## TASK PROMPT
Give the data again exactly, stopping after the "Digitize the connectivity" line.

┌────────

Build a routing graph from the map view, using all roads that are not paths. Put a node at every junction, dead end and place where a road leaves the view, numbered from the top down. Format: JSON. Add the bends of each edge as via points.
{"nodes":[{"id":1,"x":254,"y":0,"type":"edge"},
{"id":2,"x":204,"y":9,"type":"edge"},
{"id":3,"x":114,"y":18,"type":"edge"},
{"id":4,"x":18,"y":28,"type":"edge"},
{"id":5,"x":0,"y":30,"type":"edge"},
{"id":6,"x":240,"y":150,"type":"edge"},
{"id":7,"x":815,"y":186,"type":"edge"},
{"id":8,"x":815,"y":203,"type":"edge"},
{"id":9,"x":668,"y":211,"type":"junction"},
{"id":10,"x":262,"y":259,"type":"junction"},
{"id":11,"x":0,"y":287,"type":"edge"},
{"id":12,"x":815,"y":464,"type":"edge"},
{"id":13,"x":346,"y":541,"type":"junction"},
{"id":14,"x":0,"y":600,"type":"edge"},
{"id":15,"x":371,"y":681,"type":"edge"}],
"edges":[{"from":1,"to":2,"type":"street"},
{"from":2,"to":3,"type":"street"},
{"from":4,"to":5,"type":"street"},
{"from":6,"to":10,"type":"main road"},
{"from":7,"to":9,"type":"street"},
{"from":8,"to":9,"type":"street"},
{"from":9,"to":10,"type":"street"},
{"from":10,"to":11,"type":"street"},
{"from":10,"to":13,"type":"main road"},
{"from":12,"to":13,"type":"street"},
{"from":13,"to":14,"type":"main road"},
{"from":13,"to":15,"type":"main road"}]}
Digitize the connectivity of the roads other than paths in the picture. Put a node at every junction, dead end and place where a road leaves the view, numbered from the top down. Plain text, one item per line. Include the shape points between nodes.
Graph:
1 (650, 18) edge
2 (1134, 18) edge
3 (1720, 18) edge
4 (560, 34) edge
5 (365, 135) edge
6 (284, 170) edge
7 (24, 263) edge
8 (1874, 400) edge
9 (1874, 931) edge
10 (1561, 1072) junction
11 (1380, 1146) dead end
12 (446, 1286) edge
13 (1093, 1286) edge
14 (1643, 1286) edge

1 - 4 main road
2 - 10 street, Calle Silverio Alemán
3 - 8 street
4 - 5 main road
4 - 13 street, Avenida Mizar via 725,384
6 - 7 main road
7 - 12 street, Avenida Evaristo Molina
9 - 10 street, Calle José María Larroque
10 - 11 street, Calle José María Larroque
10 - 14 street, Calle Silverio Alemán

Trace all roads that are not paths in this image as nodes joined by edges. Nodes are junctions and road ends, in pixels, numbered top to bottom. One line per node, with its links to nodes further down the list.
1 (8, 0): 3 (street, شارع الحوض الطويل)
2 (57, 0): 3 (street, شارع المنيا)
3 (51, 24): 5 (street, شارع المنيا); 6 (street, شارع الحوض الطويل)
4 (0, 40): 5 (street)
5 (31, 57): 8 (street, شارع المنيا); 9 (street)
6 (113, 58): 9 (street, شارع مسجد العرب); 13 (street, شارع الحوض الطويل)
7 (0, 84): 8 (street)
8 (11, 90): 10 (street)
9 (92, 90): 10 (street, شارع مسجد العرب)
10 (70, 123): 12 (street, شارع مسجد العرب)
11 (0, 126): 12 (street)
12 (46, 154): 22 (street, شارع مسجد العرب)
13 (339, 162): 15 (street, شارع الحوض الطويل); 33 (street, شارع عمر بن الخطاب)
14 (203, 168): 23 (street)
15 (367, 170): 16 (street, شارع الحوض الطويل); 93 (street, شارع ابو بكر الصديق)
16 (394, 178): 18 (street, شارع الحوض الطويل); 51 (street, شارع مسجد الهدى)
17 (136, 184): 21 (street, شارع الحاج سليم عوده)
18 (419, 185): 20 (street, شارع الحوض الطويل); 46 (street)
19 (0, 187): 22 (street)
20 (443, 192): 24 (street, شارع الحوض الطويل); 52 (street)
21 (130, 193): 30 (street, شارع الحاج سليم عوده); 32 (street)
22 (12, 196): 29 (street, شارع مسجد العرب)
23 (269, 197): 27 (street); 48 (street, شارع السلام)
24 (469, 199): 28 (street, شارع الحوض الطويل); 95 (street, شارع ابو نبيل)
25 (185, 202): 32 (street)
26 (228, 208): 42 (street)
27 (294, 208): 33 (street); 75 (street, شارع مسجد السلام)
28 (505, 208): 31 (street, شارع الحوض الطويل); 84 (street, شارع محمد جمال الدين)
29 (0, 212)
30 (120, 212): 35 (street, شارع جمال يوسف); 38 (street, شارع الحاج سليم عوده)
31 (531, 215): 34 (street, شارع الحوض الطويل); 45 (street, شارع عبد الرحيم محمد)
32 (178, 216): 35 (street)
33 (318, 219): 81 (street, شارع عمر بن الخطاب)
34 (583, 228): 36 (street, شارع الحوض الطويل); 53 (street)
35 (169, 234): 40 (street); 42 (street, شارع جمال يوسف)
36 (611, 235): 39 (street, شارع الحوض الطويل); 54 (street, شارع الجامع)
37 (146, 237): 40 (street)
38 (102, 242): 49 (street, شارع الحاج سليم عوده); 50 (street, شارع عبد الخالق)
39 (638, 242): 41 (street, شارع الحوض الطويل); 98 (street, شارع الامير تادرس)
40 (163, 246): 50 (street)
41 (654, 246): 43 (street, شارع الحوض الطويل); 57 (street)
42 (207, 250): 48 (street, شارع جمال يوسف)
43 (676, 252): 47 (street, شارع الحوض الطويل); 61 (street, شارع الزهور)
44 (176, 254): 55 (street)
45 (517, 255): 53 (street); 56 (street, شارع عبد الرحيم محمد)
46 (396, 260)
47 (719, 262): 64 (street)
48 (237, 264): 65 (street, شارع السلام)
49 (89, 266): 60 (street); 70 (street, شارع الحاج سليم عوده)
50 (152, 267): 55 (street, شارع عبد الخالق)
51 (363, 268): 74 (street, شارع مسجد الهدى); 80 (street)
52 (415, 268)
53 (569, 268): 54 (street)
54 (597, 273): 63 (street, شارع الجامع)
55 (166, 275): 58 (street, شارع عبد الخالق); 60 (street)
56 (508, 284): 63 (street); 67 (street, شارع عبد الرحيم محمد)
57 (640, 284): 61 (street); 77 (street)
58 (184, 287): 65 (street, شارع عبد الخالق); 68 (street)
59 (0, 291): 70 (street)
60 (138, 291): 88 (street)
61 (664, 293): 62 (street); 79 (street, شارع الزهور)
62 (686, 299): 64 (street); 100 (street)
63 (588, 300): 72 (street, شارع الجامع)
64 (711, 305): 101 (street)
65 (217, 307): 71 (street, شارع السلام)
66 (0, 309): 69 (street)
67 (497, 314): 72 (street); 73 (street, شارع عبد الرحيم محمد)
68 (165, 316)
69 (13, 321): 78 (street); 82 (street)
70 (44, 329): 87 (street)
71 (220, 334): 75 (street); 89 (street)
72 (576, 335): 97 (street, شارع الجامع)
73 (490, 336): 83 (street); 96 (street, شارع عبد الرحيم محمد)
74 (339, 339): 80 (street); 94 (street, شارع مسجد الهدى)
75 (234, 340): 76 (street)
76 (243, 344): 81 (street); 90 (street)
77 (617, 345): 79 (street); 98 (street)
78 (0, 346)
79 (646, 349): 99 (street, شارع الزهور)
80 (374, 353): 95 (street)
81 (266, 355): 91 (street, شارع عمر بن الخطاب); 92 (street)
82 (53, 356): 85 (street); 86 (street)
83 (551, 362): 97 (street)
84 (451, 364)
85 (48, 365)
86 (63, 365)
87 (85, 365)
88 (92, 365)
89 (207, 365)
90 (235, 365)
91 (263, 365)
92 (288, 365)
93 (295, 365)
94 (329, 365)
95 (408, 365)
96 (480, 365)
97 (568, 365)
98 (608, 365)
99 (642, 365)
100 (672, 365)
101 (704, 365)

└────────

## WORKED SOLUTION
Build a routing graph from the map view, using all roads that are not paths. Put a node at every junction, dead end and place where a road leaves the view, numbered from the top down. Format: JSON. Add the bends of each edge as via points.
{"nodes":[{"id":1,"x":254,"y":0,"type":"edge"},
{"id":2,"x":204,"y":9,"type":"edge"},
{"id":3,"x":114,"y":18,"type":"edge"},
{"id":4,"x":18,"y":28,"type":"edge"},
{"id":5,"x":0,"y":30,"type":"edge"},
{"id":6,"x":240,"y":150,"type":"edge"},
{"id":7,"x":815,"y":186,"type":"edge"},
{"id":8,"x":815,"y":203,"type":"edge"},
{"id":9,"x":668,"y":211,"type":"junction"},
{"id":10,"x":262,"y":259,"type":"junction"},
{"id":11,"x":0,"y":287,"type":"edge"},
{"id":12,"x":815,"y":464,"type":"edge"},
{"id":13,"x":346,"y":541,"type":"junction"},
{"id":14,"x":0,"y":600,"type":"edge"},
{"id":15,"x":371,"y":681,"type":"edge"}],
"edges":[{"from":1,"to":2,"type":"street"},
{"from":2,"to":3,"type":"street"},
{"from":4,"to":5,"type":"street"},
{"from":6,"to":10,"type":"main road"},
{"from":7,"to":9,"type":"street"},
{"from":8,"to":9,"type":"street"},
{"from":9,"to":10,"type":"street"},
{"from":10,"to":11,"type":"street"},
{"from":10,"to":13,"type":"main road"},
{"from":12,"to":13,"type":"street"},
{"from":13,"to":14,"type":"main road"},
{"from":13,"to":15,"type":"main road"}]}
Digitize the connectivity of the roads other than paths in the picture. Put a node at every junction, dead end and place where a road leaves the view, numbered from the top down. Plain text, one item per line. Include the shape points between nodes.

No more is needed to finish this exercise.